◆ Assignment
Output the entries below exactly as written, omitting pictures.

--- Information given Enclosed Below ---

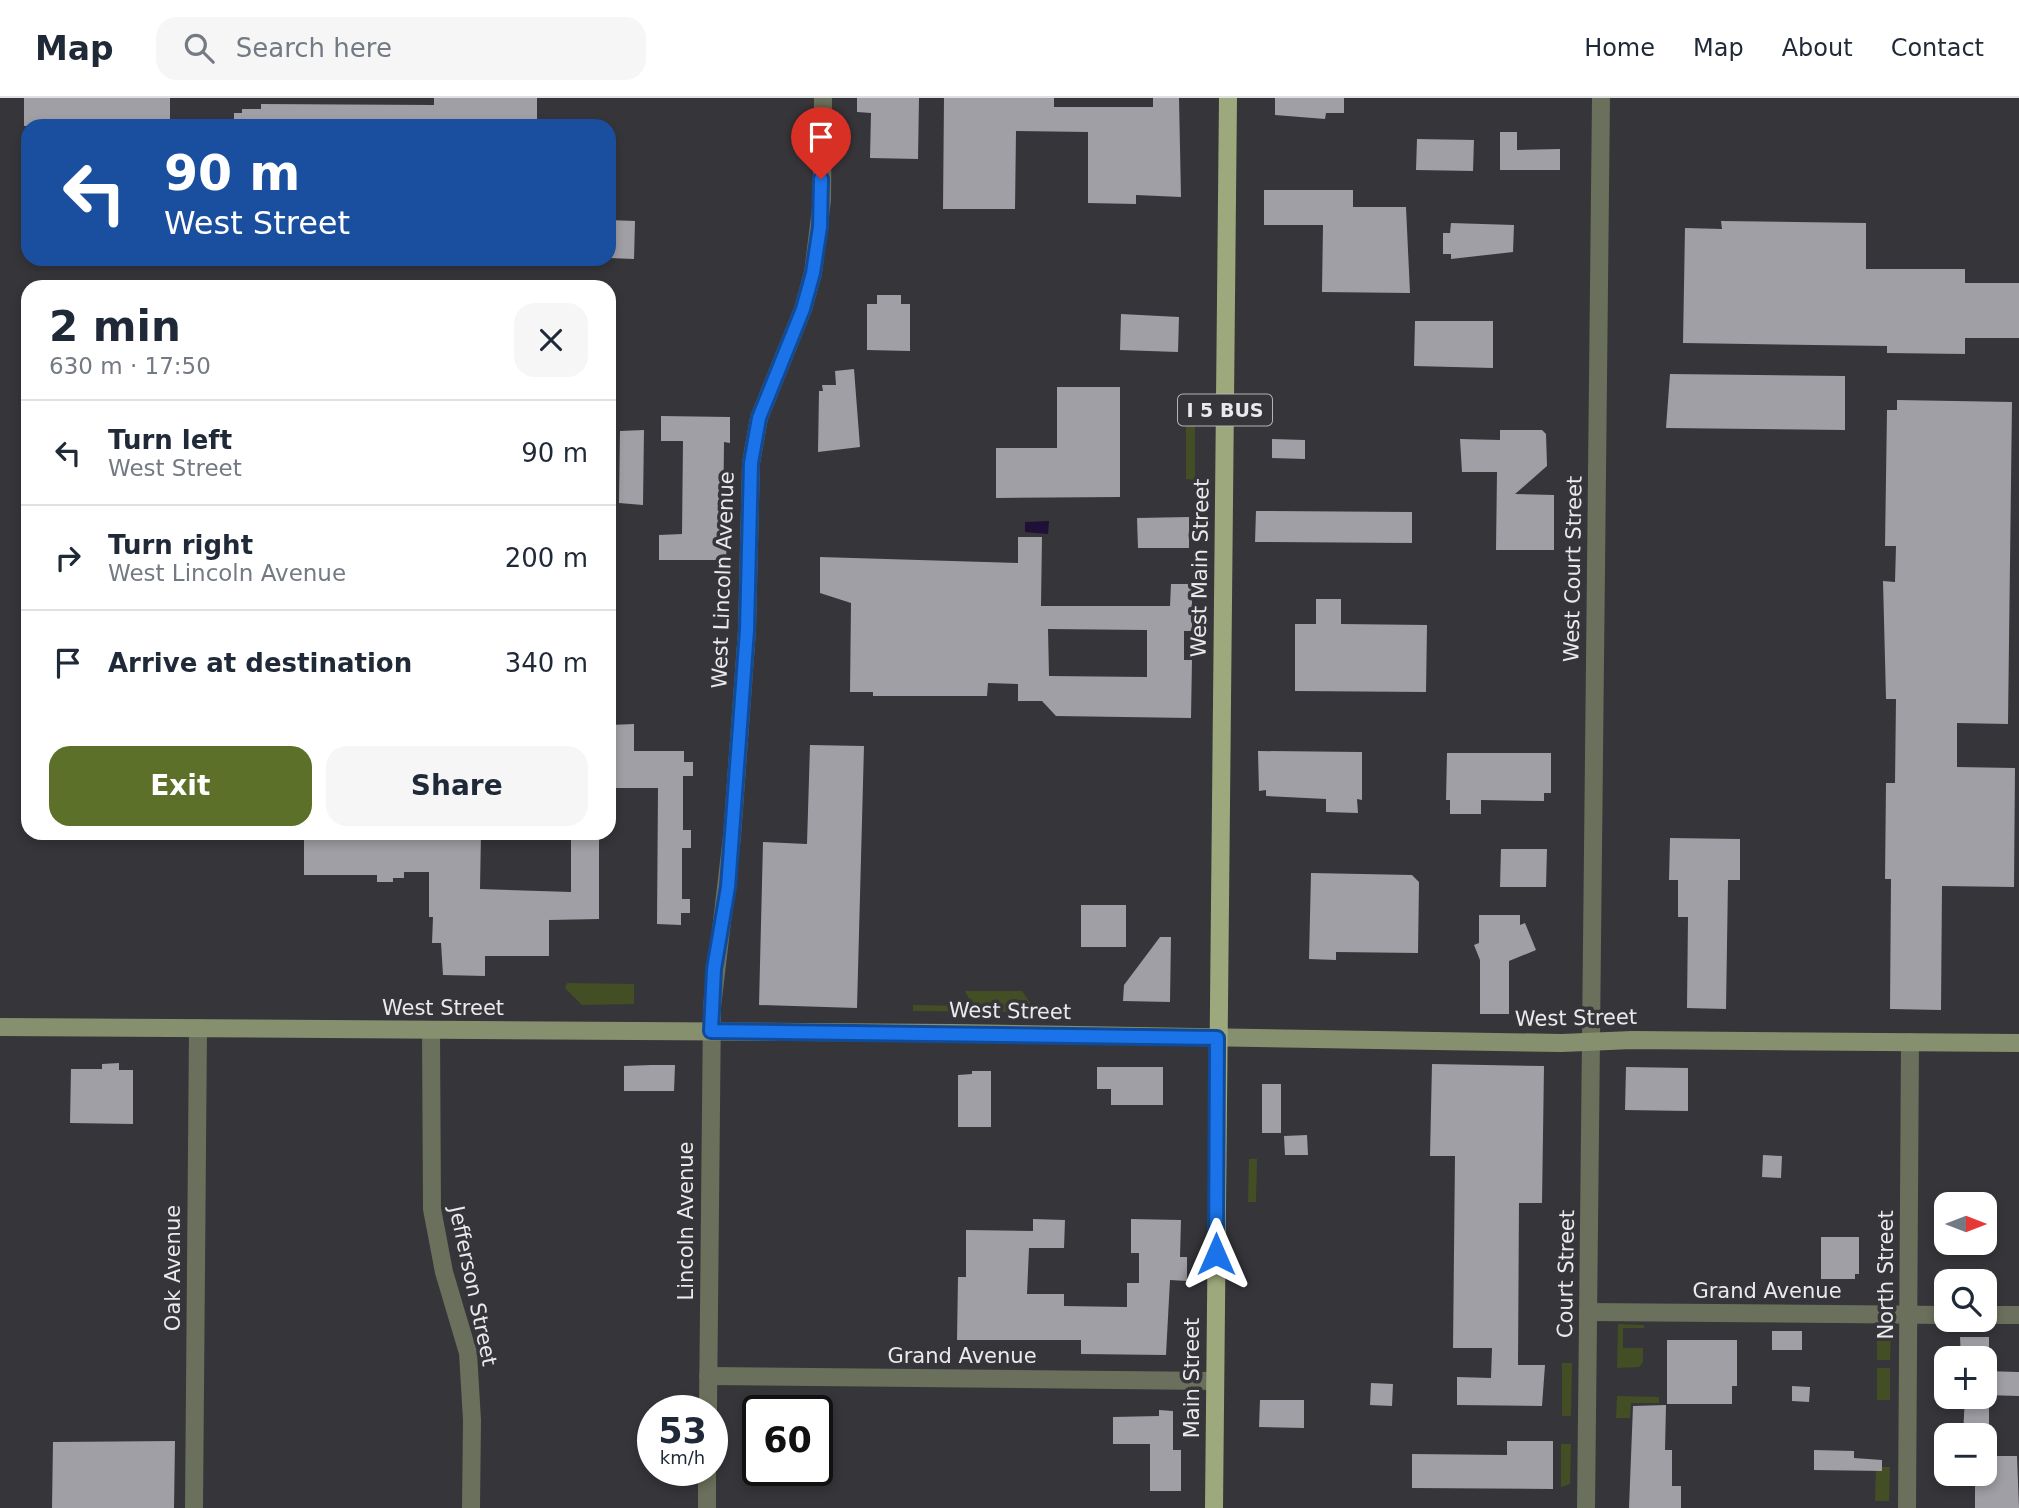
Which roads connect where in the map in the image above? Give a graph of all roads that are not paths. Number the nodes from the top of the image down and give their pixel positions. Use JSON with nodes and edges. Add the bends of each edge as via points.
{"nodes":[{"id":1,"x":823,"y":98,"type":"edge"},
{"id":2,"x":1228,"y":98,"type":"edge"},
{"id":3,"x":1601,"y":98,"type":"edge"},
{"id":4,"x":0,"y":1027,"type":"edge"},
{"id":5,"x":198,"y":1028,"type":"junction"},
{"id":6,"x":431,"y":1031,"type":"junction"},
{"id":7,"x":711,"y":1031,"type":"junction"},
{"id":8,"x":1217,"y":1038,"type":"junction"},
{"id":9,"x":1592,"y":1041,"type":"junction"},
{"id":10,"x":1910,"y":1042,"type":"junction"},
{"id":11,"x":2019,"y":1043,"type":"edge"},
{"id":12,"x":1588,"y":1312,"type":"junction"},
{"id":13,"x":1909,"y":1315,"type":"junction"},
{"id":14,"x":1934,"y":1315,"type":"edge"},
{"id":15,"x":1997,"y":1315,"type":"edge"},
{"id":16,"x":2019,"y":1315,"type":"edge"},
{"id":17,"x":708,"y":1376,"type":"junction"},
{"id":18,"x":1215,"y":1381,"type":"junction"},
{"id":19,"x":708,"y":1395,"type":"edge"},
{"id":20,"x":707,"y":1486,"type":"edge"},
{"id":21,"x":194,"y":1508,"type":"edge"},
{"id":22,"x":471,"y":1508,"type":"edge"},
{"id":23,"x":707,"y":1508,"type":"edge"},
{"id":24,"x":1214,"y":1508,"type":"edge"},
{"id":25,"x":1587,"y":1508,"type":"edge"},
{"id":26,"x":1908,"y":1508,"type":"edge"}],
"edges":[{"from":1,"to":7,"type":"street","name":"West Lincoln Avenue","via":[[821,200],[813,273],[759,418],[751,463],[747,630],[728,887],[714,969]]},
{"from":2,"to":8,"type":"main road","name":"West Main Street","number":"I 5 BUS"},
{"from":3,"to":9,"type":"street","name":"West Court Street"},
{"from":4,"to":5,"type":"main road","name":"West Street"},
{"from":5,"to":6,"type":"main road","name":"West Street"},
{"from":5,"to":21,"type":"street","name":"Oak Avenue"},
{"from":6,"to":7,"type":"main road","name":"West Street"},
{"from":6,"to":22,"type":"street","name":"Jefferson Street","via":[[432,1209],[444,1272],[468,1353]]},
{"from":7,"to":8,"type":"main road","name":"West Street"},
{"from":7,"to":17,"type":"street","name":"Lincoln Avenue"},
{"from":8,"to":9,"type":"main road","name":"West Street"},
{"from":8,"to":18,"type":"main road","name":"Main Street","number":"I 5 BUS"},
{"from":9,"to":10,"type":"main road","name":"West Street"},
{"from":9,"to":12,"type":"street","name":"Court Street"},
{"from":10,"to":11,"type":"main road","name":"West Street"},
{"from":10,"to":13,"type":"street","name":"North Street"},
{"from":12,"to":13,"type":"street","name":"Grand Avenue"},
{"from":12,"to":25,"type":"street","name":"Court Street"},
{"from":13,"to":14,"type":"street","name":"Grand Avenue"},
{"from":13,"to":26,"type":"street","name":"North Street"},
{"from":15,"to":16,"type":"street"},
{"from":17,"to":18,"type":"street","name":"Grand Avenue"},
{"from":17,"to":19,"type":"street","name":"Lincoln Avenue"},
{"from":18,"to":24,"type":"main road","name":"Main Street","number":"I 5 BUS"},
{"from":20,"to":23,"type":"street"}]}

--- End of Enclosed Information given ---

◆ Written answer
Which roads connect where in the map in the image above? Give a graph of all roads that are not paths. Number the nodes from the top of the image down and give their pixel positions. Use JSON with nodes and edges. Add the bends of each edge as via points.
{"nodes":[{"id":1,"x":823,"y":98,"type":"edge"},
{"id":2,"x":1228,"y":98,"type":"edge"},
{"id":3,"x":1601,"y":98,"type":"edge"},
{"id":4,"x":0,"y":1027,"type":"edge"},
{"id":5,"x":198,"y":1028,"type":"junction"},
{"id":6,"x":431,"y":1031,"type":"junction"},
{"id":7,"x":711,"y":1031,"type":"junction"},
{"id":8,"x":1217,"y":1038,"type":"junction"},
{"id":9,"x":1592,"y":1041,"type":"junction"},
{"id":10,"x":1910,"y":1042,"type":"junction"},
{"id":11,"x":2019,"y":1043,"type":"edge"},
{"id":12,"x":1588,"y":1312,"type":"junction"},
{"id":13,"x":1909,"y":1315,"type":"junction"},
{"id":14,"x":1934,"y":1315,"type":"edge"},
{"id":15,"x":1997,"y":1315,"type":"edge"},
{"id":16,"x":2019,"y":1315,"type":"edge"},
{"id":17,"x":708,"y":1376,"type":"junction"},
{"id":18,"x":1215,"y":1381,"type":"junction"},
{"id":19,"x":708,"y":1395,"type":"edge"},
{"id":20,"x":707,"y":1486,"type":"edge"},
{"id":21,"x":194,"y":1508,"type":"edge"},
{"id":22,"x":471,"y":1508,"type":"edge"},
{"id":23,"x":707,"y":1508,"type":"edge"},
{"id":24,"x":1214,"y":1508,"type":"edge"},
{"id":25,"x":1587,"y":1508,"type":"edge"},
{"id":26,"x":1908,"y":1508,"type":"edge"}],
"edges":[{"from":1,"to":7,"type":"street","name":"West Lincoln Avenue","via":[[821,200],[813,273],[759,418],[751,463],[747,630],[728,887],[714,969]]},
{"from":2,"to":8,"type":"main road","name":"West Main Street","number":"I 5 BUS"},
{"from":3,"to":9,"type":"street","name":"West Court Street"},
{"from":4,"to":5,"type":"main road","name":"West Street"},
{"from":5,"to":6,"type":"main road","name":"West Street"},
{"from":5,"to":21,"type":"street","name":"Oak Avenue"},
{"from":6,"to":7,"type":"main road","name":"West Street"},
{"from":6,"to":22,"type":"street","name":"Jefferson Street","via":[[432,1209],[444,1272],[468,1353]]},
{"from":7,"to":8,"type":"main road","name":"West Street"},
{"from":7,"to":17,"type":"street","name":"Lincoln Avenue"},
{"from":8,"to":9,"type":"main road","name":"West Street"},
{"from":8,"to":18,"type":"main road","name":"Main Street","number":"I 5 BUS"},
{"from":9,"to":10,"type":"main road","name":"West Street"},
{"from":9,"to":12,"type":"street","name":"Court Street"},
{"from":10,"to":11,"type":"main road","name":"West Street"},
{"from":10,"to":13,"type":"street","name":"North Street"},
{"from":12,"to":13,"type":"street","name":"Grand Avenue"},
{"from":12,"to":25,"type":"street","name":"Court Street"},
{"from":13,"to":14,"type":"street","name":"Grand Avenue"},
{"from":13,"to":26,"type":"street","name":"North Street"},
{"from":15,"to":16,"type":"street"},
{"from":17,"to":18,"type":"street","name":"Grand Avenue"},
{"from":17,"to":19,"type":"street","name":"Lincoln Avenue"},
{"from":18,"to":24,"type":"main road","name":"Main Street","number":"I 5 BUS"},
{"from":20,"to":23,"type":"street"}]}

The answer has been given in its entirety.